Esat Fusion cuts off 2,000 "IOL No Limits" customers for using the service
"excessively" | Etain Doyle, has told Eircom to open its local access network
to competitors
The Irish Times reports that Esat Fusion is cutting off approximately 2,000
customers who use its "IOL No Limits" Internet service because the company has
deemed them to be using the service too much. Esat sent letters to selected
customers - which it judged to be using the Internet "excessively" - last
Friday and advised them their contracts would be terminated within 31 days. The
company will continue to monitor the Internet use of its remaining 18,000 No
Limits customers for overuse and may cancel the No limits product altogether.
Dereck Kickam, chief executive of Esat Fusion, said the customers who would be
disconnected were chosen on the basis of overall usage. Customers who spent in
excess of 75-100 hours a week would be affected, he added. It is understood
several customers have threatened Esat with legal action over the withdrawal of
service. However, Kickam claimed the company was fully within its rights to
cancel the contracts.

The same paper also reports that telecoms regulator, Etain Doyle, has told Eircom
to open its local access network to competitors for EUR13.53 per month well short
of the EUR32.50 the price Eircom had originally proposed. However, Monday night
Eircom rejected the pricing. It is understood the company may lodge a legal
challenge to the directive within the next few days. In the decision notice,
Doyle strongly criticised Eircom's lack of co-operation in the unbundling process
and noted that the company had failed to supply all relevant information. In
addition to the monthly charges for line rental, the directive sets out a full
list of fees associated with the unbundling process.

The Irish Independent reports that the management of banking software company
Flexicom has paid just IEP1 to buy back the 30 percent of the company for which
Eircom paid IEP6.5 million less than 18 months ago. The Irish Independent has
learned that Flexicom directors Pat Shiel and John Clarke have bought back the
Eircom stake for almost nothing. It is understood that Eircom has retained the
right to a 10 percent share of the proceeds if Flexicom is sold within 12 months.


The same paper also reports that NTL is in early stage talks with AOL/Time
Warner, about a possible partnership in Europe, bartering NTL broadband network
for AOL's content.

The Irish Examiner reports that Imagine's 20,000 subscribers are waiting on a
decision from the mobile operator on what will happen to their numbers. Cellular
3 is thought to be in discussions with bot Eircell and Meteor. If customers move
to Eircell, they are likely to keep their numbers and accounts, however a move to
Meteor would entail a number/phone change. Part of the problem for Imagine in
selling on its customers base is that Meteor have only 55 percent network
coverage at present, while Imagine's phones are Eircell handsets with Eircell SIM
cards. A decision on how many customers pass on to Eircell is expected within
days, with money raised to be lodged with the Supreme Court.
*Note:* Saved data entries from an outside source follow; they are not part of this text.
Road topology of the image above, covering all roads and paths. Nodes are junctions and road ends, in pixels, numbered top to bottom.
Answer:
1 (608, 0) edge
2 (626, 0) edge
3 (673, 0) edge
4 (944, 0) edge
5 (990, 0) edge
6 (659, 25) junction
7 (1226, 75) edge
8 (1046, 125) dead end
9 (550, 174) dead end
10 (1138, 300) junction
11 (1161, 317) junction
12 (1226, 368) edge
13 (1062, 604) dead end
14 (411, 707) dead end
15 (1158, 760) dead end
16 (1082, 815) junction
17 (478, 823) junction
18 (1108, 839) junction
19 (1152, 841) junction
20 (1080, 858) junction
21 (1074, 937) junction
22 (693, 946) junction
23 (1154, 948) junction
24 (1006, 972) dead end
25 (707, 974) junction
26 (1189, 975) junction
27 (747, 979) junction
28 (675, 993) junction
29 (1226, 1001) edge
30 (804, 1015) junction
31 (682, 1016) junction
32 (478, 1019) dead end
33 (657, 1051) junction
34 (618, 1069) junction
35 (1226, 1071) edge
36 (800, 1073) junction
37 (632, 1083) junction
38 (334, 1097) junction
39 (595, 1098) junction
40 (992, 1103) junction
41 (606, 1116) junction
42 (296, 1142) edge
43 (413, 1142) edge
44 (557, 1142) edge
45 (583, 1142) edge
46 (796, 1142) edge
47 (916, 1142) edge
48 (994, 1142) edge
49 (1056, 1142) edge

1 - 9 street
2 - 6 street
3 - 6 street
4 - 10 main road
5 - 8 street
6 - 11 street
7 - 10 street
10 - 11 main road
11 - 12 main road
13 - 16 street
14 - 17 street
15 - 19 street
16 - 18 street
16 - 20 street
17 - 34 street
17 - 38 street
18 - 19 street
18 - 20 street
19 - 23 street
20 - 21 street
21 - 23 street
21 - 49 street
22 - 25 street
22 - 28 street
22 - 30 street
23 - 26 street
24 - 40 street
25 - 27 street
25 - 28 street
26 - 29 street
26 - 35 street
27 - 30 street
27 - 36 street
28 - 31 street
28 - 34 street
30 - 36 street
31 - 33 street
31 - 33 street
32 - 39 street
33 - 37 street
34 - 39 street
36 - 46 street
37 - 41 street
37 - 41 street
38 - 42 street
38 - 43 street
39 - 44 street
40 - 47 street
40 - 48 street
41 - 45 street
The Financial Times reports that Internet service providers are lobbying the UK
government to amend the tobacco advertising bill, which they believe sets a
dangerous precedent by treating them as publishers, rather than simply conduits
for information. The Internet Service Providers' Association will argue before UK
ministers next week that the bill contradicts European regulations and could
create a framework for making providers liable for content accessed by their
customers via the Internet.

The same paper also reports that US software company, Computer Associates, has
denied a media report that it used "tricky" accounting practices to inflate
revenue figures. Sanjay Kumar, CA's chief executive, on Monday morning held a
conference call in which he denied a report in the New York Times that accused
the company of using accounting tricks to "systematically overstate its revenue
and profits for years".

The Wall Street Journal reports that BT is in talks to sell its 20 percent stake
in Japan Telecom together with its interest in J-Phone to British mobile-phone
operator Vodafone for more than USD4 billion, people familiar with the situation
said. The discussions come as BT is also holding talks to sell its stake in
Airtel Moviles SA, the Spanish mobile-phone operator, to Vodafone, which controls
Airtel. Both deals could be announced as early this week when BT unveils a
proposal designed to restore investor confidence in the flagging phone company.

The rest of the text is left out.